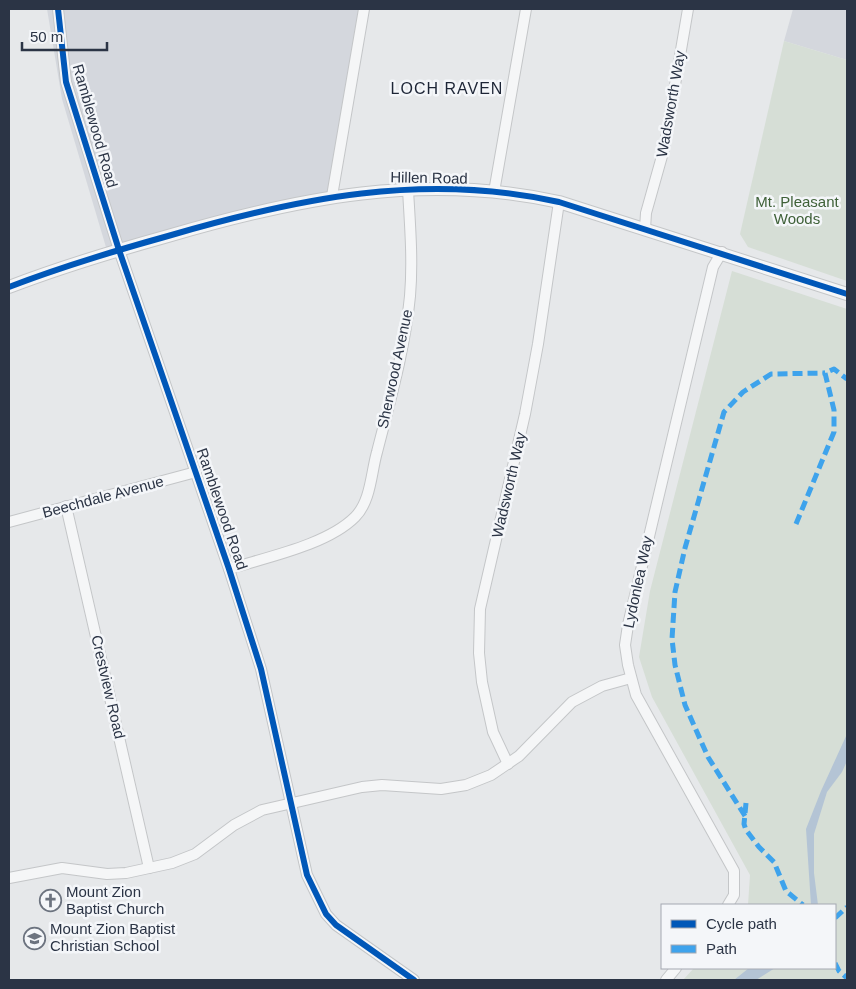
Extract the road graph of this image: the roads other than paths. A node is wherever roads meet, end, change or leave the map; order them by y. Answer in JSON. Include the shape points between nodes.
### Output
{"nodes":[{"id":1,"x":58,"y":9,"type":"edge"},
{"id":2,"x":364,"y":9,"type":"edge"},
{"id":3,"x":526,"y":9,"type":"edge"},
{"id":4,"x":688,"y":9,"type":"edge"},
{"id":5,"x":408,"y":190,"type":"junction"},
{"id":6,"x":494,"y":192,"type":"junction"},
{"id":7,"x":332,"y":196,"type":"junction"},
{"id":8,"x":559,"y":202,"type":"junction"},
{"id":9,"x":645,"y":229,"type":"junction"},
{"id":10,"x":120,"y":250,"type":"junction"},
{"id":11,"x":722,"y":252,"type":"junction"},
{"id":12,"x":9,"y":286,"type":"edge"},
{"id":13,"x":847,"y":294,"type":"edge"},
{"id":14,"x":196,"y":472,"type":"junction"},
{"id":15,"x":66,"y":506,"type":"junction"},
{"id":16,"x":9,"y":522,"type":"edge"},
{"id":17,"x":229,"y":569,"type":"junction"},
{"id":18,"x":630,"y":678,"type":"junction"},
{"id":19,"x":508,"y":764,"type":"junction"},
{"id":20,"x":292,"y":804,"type":"junction"},
{"id":21,"x":149,"y":868,"type":"junction"},
{"id":22,"x":9,"y":878,"type":"edge"},
{"id":23,"x":729,"y":904,"type":"edge"},
{"id":24,"x":675,"y":969,"type":"edge"},
{"id":25,"x":414,"y":980,"type":"edge"},
{"id":26,"x":666,"y":980,"type":"edge"}],
"edges":[{"from":1,"to":10,"type":"street","name":"Ramblewood Road","via":[[66,82]]},
{"from":2,"to":7,"type":"street"},
{"from":3,"to":6,"type":"street"},
{"from":4,"to":9,"type":"street","name":"Wadsworth Way","via":[[665,141],[646,213]]},
{"from":5,"to":6,"type":"street","name":"Hillen Road"},
{"from":5,"to":7,"type":"street","name":"Hillen Road","via":[[373,190]]},
{"from":5,"to":17,"type":"street","name":"Sherwood Avenue","via":[[411,237],[409,300],[400,360],[366,495],[355,516],[328,534]]},
{"from":6,"to":8,"type":"street","name":"Hillen Road"},
{"from":7,"to":10,"type":"street","name":"Hillen Road","via":[[222,220]]},
{"from":8,"to":9,"type":"street","name":"Hillen Road"},
{"from":8,"to":19,"type":"street","name":"Wadsworth Way","via":[[525,414],[480,609],[482,682],[493,732]]},
{"from":9,"to":11,"type":"street","name":"Hillen Road"},
{"from":10,"to":12,"type":"street","name":"Hillen Road"},
{"from":10,"to":14,"type":"street","name":"Ramblewood Road"},
{"from":11,"to":13,"type":"street","name":"Hillen Road"},
{"from":11,"to":18,"type":"street","name":"Lydonlea Way","via":[[713,267],[635,587],[625,645]]},
{"from":14,"to":15,"type":"street","name":"Beechdale Avenue"},
{"from":14,"to":17,"type":"street","name":"Ramblewood Road"},
{"from":15,"to":16,"type":"street","name":"Beechdale Avenue"},
{"from":15,"to":21,"type":"street","name":"Crestview Road"},
{"from":17,"to":20,"type":"street","name":"Ramblewood Road","via":[[261,669]]},
{"from":18,"to":19,"type":"street","via":[[602,686],[572,702],[529,748]]},
{"from":18,"to":23,"type":"street","name":"Lydonlea Way","via":[[734,871],[734,895]]},
{"from":19,"to":20,"type":"street","via":[[478,781],[456,788],[382,785]]},
{"from":20,"to":21,"type":"street","via":[[247,816],[195,854]]},
{"from":20,"to":25,"type":"street","name":"Ramblewood Road","via":[[307,875],[326,914],[347,934]]},
{"from":21,"to":22,"type":"street","via":[[107,874],[55,869]]},
{"from":24,"to":26,"type":"street"}]}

● ● ● ● ● ● ●

◆ Task objective ◆
Please copy the data shown above, line by line and exactly, omitting the images.

◆ Problem solution ◆
Extract the road graph of this image: the roads other than paths. A node is wherever roads meet, end, change or leave the map; order them by y. Answer in JSON. Include the shape points between nodes.
### Output
{"nodes":[{"id":1,"x":58,"y":9,"type":"edge"},
{"id":2,"x":364,"y":9,"type":"edge"},
{"id":3,"x":526,"y":9,"type":"edge"},
{"id":4,"x":688,"y":9,"type":"edge"},
{"id":5,"x":408,"y":190,"type":"junction"},
{"id":6,"x":494,"y":192,"type":"junction"},
{"id":7,"x":332,"y":196,"type":"junction"},
{"id":8,"x":559,"y":202,"type":"junction"},
{"id":9,"x":645,"y":229,"type":"junction"},
{"id":10,"x":120,"y":250,"type":"junction"},
{"id":11,"x":722,"y":252,"type":"junction"},
{"id":12,"x":9,"y":286,"type":"edge"},
{"id":13,"x":847,"y":294,"type":"edge"},
{"id":14,"x":196,"y":472,"type":"junction"},
{"id":15,"x":66,"y":506,"type":"junction"},
{"id":16,"x":9,"y":522,"type":"edge"},
{"id":17,"x":229,"y":569,"type":"junction"},
{"id":18,"x":630,"y":678,"type":"junction"},
{"id":19,"x":508,"y":764,"type":"junction"},
{"id":20,"x":292,"y":804,"type":"junction"},
{"id":21,"x":149,"y":868,"type":"junction"},
{"id":22,"x":9,"y":878,"type":"edge"},
{"id":23,"x":729,"y":904,"type":"edge"},
{"id":24,"x":675,"y":969,"type":"edge"},
{"id":25,"x":414,"y":980,"type":"edge"},
{"id":26,"x":666,"y":980,"type":"edge"}],
"edges":[{"from":1,"to":10,"type":"street","name":"Ramblewood Road","via":[[66,82]]},
{"from":2,"to":7,"type":"street"},
{"from":3,"to":6,"type":"street"},
{"from":4,"to":9,"type":"street","name":"Wadsworth Way","via":[[665,141],[646,213]]},
{"from":5,"to":6,"type":"street","name":"Hillen Road"},
{"from":5,"to":7,"type":"street","name":"Hillen Road","via":[[373,190]]},
{"from":5,"to":17,"type":"street","name":"Sherwood Avenue","via":[[411,237],[409,300],[400,360],[366,495],[355,516],[328,534]]},
{"from":6,"to":8,"type":"street","name":"Hillen Road"},
{"from":7,"to":10,"type":"street","name":"Hillen Road","via":[[222,220]]},
{"from":8,"to":9,"type":"street","name":"Hillen Road"},
{"from":8,"to":19,"type":"street","name":"Wadsworth Way","via":[[525,414],[480,609],[482,682],[493,732]]},
{"from":9,"to":11,"type":"street","name":"Hillen Road"},
{"from":10,"to":12,"type":"street","name":"Hillen Road"},
{"from":10,"to":14,"type":"street","name":"Ramblewood Road"},
{"from":11,"to":13,"type":"street","name":"Hillen Road"},
{"from":11,"to":18,"type":"street","name":"Lydonlea Way","via":[[713,267],[635,587],[625,645]]},
{"from":14,"to":15,"type":"street","name":"Beechdale Avenue"},
{"from":14,"to":17,"type":"street","name":"Ramblewood Road"},
{"from":15,"to":16,"type":"street","name":"Beechdale Avenue"},
{"from":15,"to":21,"type":"street","name":"Crestview Road"},
{"from":17,"to":20,"type":"street","name":"Ramblewood Road","via":[[261,669]]},
{"from":18,"to":19,"type":"street","via":[[602,686],[572,702],[529,748]]},
{"from":18,"to":23,"type":"street","name":"Lydonlea Way","via":[[734,871],[734,895]]},
{"from":19,"to":20,"type":"street","via":[[478,781],[456,788],[382,785]]},
{"from":20,"to":21,"type":"street","via":[[247,816],[195,854]]},
{"from":20,"to":25,"type":"street","name":"Ramblewood Road","via":[[307,875],[326,914],[347,934]]},
{"from":21,"to":22,"type":"street","via":[[107,874],[55,869]]},
{"from":24,"to":26,"type":"street"}]}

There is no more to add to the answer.